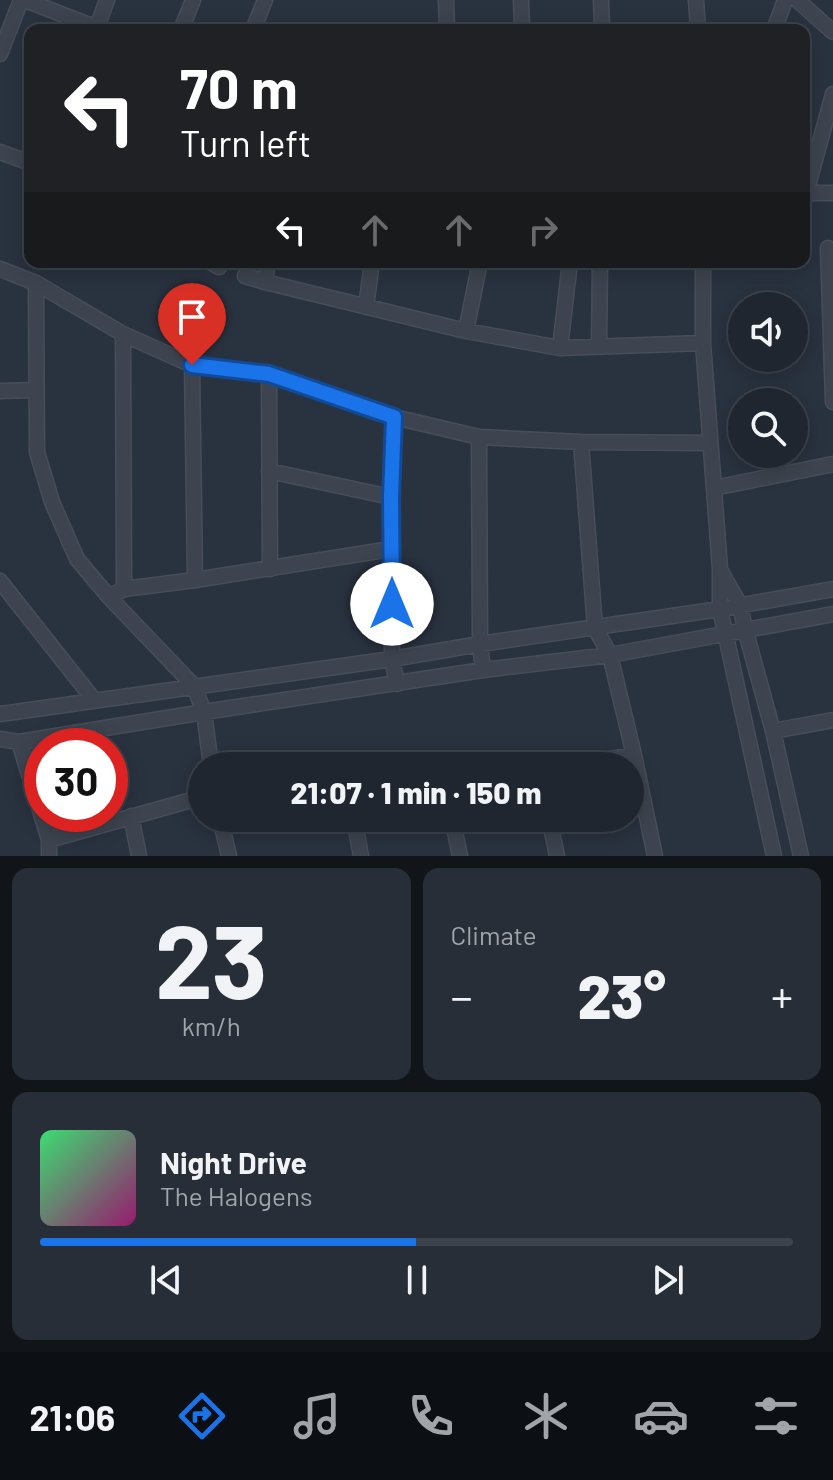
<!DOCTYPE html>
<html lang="en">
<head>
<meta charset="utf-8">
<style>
	body { margin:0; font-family:Barlow,sans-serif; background:#272e37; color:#f1f3f6; height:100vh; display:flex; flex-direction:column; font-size:30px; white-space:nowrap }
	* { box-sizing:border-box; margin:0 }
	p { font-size:26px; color:#a1a5aa }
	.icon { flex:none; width:44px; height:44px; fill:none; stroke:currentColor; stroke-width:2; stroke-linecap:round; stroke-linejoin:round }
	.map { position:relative; height:856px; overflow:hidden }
	.details { display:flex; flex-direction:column; gap:12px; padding:12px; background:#11151a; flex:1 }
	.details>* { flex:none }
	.guide { position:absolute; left:24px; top:24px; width:786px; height:244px; border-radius:16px; box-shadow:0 4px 20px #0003,0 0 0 2px #3c434b; background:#202124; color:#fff; overflow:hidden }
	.fabs { position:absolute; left:728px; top:292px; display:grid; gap:16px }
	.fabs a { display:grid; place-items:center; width:80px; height:80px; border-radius:50%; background:#1f262f; box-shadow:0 4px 20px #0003,0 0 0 2px #3c434b; font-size:40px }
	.speed { position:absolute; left:24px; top:728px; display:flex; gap:16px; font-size:40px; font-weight:700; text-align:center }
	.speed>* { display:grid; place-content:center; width:104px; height:104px; border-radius:50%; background:#1f262f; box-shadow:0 4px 20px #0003,0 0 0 2px #3c434b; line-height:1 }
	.speed .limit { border:12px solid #d22; background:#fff; color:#111 }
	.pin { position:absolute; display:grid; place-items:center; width:68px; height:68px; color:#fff; margin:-82px -34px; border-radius:50% 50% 50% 0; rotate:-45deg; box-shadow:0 0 8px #0007 }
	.pin .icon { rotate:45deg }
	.me { position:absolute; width:88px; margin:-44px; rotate:0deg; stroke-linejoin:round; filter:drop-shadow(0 0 6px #0008) }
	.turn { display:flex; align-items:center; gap:28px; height:168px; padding:0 24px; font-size:36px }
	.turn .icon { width:104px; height:104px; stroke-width:2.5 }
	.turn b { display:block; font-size:56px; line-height:68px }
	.lanes { display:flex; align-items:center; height:76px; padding:0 24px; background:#0003; justify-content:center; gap:40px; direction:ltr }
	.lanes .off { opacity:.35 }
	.big { font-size:60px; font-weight:800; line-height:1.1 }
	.details .tile { flex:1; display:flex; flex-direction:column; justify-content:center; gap:12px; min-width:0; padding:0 28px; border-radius:16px; background:#272e37 }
	.details .dial { align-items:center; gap:0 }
	.dial b { font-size:104px; line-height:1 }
	.song { display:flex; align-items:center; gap:24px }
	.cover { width:96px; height:96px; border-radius:12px; background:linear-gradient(135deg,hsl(140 70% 55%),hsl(320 70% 35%)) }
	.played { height:8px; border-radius:4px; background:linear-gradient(90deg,#1a73e8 50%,#3c434b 50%) }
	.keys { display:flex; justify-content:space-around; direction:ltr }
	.heat { display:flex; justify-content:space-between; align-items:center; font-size:44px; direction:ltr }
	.details .tiles { flex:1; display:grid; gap:12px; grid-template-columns:1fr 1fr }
	.tile:last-child { grid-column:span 2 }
	.trip { position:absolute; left:188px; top:752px; width:456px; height:80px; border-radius:40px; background:#1f262f; box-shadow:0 4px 20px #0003,0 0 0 2px #3c434b; font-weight:800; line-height:80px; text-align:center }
	.tabs { display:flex; height:128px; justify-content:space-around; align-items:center; background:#0c0f13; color:#a1a5aa }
	.tabs .icon { width:56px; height:56px }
	.tabs .on { color:#1a73e8 }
	.tabs b { font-size:36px; color:#f1f3f6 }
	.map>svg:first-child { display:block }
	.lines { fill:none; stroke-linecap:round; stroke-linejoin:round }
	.minor-casing { stroke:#474d59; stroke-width:17 }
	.minor { stroke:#3d444f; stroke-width:14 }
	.route-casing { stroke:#114b97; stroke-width:20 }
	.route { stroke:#1a73e8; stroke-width:14 }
</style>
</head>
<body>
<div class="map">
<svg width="833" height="856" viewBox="0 0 833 856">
	<rect width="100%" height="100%" fill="#29323f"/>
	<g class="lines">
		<g class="minor-casing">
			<path id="minor" d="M25,0l72,28
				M446,0l1,30
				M521,0l1,30
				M601,0l1,30
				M696,0l2,30
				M797,0l36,32
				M96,30l11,-30
				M181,30l12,-30
				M253,30l12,-30
				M774,30l11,-30
				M0,54l21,-54
				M0,152l30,11
				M804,193h29
				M806,193l27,-99
				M828,248l5,154
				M210,262l9,5
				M703,262v81l17,226v40l54,247
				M0,269l36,14 87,51 69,31 77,9 125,43 85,20 102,5 128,1
				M245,276l20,6 201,49 94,17 143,-5
				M265,282l3,-20
				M36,283l1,169 15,50 25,57 32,38 85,89 10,26 7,54
				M366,307l6,-45
				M466,331l14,-69
				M123,334l1,255
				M599,347l1,-85
				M560,348l10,-86
				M192,365l3,215
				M269,374l1,195
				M0,391l36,-1
				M394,417l-3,80 1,162 5,25
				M479,437l1,207 3,26
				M581,442l14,186 15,27 24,100 21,101
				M269,471l122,26
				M714,488l119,-24
				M720,570l20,35 5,24 28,102 28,125
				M0,581l94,119
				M109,597l15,-8 71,-9 196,-31
				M0,714l392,-55 88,-15 240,-35 113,-20
				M773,731l60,-11
				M0,739l19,3 185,-30 279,-42 127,-15 223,-41
				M19,742l30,98v16
				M570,766l64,-11
				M131,816l8,40
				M220,818l9,38
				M354,818l7,38
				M452,818l8,38
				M549,818l8,38
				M49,840l153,-43"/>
		</g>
		<use href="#minor" class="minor"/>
	</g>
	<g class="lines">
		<g class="route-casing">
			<path id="route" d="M192,365l77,9 125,43 -3,80 1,107"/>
		</g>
		<use href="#route" class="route"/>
	</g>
</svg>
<div class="fabs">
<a><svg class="icon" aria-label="sound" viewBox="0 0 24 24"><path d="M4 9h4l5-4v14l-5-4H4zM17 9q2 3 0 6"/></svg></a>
<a><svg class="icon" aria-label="search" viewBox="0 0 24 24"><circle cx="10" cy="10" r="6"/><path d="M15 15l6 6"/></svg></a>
</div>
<div class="speed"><div class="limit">30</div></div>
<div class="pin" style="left:192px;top:365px;background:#d93025"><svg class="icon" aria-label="arrive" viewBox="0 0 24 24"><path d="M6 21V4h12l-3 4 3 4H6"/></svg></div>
<svg class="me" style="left:392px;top:604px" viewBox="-20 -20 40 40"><circle r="19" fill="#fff"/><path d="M0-13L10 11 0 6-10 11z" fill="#1a73e8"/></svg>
<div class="trip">21:07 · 1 min · 150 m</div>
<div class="guide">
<div class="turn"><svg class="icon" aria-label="left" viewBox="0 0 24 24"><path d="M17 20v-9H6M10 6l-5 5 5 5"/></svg><div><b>70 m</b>Turn left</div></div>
<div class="lanes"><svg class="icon" aria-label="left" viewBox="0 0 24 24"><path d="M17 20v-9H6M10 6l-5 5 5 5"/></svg><svg class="icon off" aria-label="ahead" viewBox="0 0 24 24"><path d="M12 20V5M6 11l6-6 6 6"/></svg><svg class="icon off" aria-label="ahead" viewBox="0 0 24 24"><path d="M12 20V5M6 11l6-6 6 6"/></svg><svg class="icon off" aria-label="right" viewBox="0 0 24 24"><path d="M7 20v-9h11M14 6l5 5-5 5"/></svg></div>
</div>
</div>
<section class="details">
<div class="tiles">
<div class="tile dial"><b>23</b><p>km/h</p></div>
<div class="tile"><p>Climate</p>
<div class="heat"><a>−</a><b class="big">23°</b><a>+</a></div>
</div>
<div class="tile">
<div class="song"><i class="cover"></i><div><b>Night Drive</b><p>The Halogens</p></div></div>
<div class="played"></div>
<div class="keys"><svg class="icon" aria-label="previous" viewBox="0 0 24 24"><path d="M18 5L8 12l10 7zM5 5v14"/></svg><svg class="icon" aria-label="pause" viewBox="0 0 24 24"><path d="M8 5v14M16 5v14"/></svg><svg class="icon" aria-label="next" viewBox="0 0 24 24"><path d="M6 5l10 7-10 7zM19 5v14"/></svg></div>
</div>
</div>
</section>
<nav class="tabs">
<b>21:06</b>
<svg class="icon on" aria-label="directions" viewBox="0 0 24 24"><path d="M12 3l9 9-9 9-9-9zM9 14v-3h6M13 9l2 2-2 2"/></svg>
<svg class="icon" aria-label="music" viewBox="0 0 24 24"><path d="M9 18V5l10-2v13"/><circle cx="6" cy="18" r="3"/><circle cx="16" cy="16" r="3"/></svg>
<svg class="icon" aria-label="phone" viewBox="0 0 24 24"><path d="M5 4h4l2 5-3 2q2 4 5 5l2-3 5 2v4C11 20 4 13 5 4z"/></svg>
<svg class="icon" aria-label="climate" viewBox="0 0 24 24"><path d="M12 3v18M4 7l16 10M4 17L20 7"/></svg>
<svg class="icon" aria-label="car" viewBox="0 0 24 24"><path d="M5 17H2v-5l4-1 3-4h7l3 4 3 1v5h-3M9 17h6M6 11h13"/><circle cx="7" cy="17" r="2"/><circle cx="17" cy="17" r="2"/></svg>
<svg class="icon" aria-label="filters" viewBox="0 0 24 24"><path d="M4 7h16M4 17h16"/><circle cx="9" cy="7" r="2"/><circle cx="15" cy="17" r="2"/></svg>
</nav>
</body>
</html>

##############################

**Goal of the exercise**:
Wherever a line above includes the string "keys", count it; give only the final tally.

**Result of this task**:
2